BRIEF
Lines before the one containing "Please list the" are to be left out; that line and all after it, through the end of the material below, are to be written out exactly.

PROVIDED INFORMATION
═══

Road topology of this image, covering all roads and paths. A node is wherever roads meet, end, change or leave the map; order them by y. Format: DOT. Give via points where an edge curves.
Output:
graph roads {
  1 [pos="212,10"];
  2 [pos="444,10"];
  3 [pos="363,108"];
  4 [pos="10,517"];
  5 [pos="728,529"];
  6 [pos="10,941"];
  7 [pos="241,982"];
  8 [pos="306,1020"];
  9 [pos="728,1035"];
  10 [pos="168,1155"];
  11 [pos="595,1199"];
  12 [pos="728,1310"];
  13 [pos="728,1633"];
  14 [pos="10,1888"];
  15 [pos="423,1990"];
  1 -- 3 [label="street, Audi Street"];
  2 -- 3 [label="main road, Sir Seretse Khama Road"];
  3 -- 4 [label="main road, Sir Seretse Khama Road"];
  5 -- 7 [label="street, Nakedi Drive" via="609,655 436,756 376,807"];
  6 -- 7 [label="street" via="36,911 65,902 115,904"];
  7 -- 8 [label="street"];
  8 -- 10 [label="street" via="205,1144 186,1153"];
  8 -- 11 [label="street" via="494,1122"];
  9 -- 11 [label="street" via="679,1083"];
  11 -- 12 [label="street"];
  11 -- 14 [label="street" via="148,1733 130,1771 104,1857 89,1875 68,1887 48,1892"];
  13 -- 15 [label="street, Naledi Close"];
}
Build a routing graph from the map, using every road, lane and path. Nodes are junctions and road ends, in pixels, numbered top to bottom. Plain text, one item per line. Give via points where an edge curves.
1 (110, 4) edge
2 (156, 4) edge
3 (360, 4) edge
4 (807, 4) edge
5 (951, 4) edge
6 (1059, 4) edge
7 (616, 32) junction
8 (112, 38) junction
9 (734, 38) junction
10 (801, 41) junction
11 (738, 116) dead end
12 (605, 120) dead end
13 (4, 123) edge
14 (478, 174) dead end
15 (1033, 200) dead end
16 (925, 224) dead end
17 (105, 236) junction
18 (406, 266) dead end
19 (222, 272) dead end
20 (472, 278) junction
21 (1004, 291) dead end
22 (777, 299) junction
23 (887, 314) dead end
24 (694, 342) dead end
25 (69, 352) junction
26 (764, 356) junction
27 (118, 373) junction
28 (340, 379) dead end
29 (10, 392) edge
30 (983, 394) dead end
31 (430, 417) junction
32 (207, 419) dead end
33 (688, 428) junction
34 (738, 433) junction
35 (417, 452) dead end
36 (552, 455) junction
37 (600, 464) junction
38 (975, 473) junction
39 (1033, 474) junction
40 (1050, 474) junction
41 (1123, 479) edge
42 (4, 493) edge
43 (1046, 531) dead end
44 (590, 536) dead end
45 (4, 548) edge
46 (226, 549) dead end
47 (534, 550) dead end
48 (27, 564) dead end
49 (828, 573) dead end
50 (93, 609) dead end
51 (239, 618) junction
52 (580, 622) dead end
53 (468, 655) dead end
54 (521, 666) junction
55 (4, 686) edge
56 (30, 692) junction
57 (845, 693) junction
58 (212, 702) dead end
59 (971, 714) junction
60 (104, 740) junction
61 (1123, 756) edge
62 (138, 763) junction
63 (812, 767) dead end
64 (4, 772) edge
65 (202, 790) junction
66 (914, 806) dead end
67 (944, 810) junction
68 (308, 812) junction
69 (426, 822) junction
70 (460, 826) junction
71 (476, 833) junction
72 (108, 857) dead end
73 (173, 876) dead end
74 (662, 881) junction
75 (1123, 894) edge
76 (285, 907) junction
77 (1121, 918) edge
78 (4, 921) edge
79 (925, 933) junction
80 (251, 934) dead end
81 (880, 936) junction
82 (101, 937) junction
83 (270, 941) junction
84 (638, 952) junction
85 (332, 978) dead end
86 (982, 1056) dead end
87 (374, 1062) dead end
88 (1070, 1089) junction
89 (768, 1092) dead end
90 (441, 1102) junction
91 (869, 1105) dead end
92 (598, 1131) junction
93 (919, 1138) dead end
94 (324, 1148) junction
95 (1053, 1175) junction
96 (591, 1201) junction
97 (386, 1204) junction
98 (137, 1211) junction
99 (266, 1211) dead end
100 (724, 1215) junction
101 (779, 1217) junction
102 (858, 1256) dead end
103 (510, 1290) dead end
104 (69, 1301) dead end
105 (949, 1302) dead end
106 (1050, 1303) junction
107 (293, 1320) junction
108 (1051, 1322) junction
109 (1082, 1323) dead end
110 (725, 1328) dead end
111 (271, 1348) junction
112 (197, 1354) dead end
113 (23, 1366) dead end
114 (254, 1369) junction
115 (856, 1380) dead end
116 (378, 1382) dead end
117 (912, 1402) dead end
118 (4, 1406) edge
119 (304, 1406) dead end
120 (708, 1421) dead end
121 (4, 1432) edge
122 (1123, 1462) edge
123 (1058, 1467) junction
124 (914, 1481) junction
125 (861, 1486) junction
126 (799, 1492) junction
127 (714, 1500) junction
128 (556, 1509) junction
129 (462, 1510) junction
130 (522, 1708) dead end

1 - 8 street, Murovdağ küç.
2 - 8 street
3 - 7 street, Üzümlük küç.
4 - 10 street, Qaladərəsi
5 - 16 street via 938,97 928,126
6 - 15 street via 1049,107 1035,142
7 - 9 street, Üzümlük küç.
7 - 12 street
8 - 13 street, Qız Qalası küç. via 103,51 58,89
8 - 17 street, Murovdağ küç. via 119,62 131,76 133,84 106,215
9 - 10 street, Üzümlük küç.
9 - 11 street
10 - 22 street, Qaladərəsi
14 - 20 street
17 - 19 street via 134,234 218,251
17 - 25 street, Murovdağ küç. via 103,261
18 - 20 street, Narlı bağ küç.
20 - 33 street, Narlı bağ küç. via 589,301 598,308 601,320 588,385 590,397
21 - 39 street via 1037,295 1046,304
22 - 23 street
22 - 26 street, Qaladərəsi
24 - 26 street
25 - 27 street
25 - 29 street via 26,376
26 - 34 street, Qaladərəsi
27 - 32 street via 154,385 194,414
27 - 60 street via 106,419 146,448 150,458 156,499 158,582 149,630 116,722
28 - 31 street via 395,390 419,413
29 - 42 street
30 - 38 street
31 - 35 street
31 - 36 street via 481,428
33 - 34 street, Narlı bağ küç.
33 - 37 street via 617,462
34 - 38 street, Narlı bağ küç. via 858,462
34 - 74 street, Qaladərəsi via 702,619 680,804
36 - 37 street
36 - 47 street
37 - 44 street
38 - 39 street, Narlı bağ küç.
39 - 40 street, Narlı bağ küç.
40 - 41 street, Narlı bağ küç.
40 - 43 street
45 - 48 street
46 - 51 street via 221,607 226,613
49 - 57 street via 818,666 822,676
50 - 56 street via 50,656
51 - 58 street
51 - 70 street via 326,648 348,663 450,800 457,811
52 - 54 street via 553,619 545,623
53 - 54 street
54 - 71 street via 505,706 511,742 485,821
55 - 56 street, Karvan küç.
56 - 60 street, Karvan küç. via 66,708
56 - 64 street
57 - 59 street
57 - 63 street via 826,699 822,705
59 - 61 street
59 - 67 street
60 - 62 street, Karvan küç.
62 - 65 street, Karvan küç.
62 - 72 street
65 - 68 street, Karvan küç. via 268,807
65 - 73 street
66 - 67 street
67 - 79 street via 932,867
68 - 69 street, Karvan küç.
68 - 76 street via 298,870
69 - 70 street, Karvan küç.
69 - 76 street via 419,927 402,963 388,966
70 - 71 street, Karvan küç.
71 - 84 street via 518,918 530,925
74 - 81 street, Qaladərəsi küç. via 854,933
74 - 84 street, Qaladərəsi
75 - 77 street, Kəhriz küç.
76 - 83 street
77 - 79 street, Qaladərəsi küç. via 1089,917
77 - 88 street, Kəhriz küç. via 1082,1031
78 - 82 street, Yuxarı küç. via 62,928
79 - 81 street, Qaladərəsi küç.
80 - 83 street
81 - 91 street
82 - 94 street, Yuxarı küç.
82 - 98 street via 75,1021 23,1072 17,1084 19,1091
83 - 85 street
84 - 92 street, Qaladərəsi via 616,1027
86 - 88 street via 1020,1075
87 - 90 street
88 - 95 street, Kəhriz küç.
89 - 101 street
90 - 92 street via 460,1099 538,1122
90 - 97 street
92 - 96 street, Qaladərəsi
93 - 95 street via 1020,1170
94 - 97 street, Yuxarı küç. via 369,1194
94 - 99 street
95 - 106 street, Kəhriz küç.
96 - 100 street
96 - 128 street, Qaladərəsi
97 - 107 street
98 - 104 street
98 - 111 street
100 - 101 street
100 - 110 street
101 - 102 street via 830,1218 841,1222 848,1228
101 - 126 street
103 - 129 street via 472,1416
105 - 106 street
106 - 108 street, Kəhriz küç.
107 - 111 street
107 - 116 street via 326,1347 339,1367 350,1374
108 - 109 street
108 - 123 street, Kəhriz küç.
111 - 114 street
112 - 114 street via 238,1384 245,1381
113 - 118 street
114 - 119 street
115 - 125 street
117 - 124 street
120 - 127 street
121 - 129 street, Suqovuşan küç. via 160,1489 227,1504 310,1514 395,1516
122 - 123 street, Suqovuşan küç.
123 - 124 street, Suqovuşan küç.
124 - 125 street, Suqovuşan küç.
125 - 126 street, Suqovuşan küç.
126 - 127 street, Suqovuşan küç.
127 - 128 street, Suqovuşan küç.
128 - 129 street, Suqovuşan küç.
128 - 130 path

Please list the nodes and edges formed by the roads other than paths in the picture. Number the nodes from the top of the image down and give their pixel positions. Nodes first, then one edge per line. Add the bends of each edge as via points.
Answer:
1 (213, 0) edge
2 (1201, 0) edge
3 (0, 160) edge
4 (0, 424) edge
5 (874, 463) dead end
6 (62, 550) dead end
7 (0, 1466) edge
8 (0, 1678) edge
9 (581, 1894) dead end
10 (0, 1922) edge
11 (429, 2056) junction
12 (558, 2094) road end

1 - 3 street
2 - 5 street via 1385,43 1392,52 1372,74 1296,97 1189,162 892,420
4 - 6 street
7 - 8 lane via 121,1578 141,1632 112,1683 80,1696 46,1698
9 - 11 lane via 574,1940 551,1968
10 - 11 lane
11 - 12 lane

═══

ANSWER FOR THE TASK
Please list the nodes and edges formed by the roads other than paths in the picture. Number the nodes from the top of the image down and give their pixel positions. Nodes first, then one edge per line. Add the bends of each edge as via points.
Answer:
1 (213, 0) edge
2 (1201, 0) edge
3 (0, 160) edge
4 (0, 424) edge
5 (874, 463) dead end
6 (62, 550) dead end
7 (0, 1466) edge
8 (0, 1678) edge
9 (581, 1894) dead end
10 (0, 1922) edge
11 (429, 2056) junction
12 (558, 2094) road end

1 - 3 street
2 - 5 street via 1385,43 1392,52 1372,74 1296,97 1189,162 892,420
4 - 6 street
7 - 8 lane via 121,1578 141,1632 112,1683 80,1696 46,1698
9 - 11 lane via 574,1940 551,1968
10 - 11 lane
11 - 12 lane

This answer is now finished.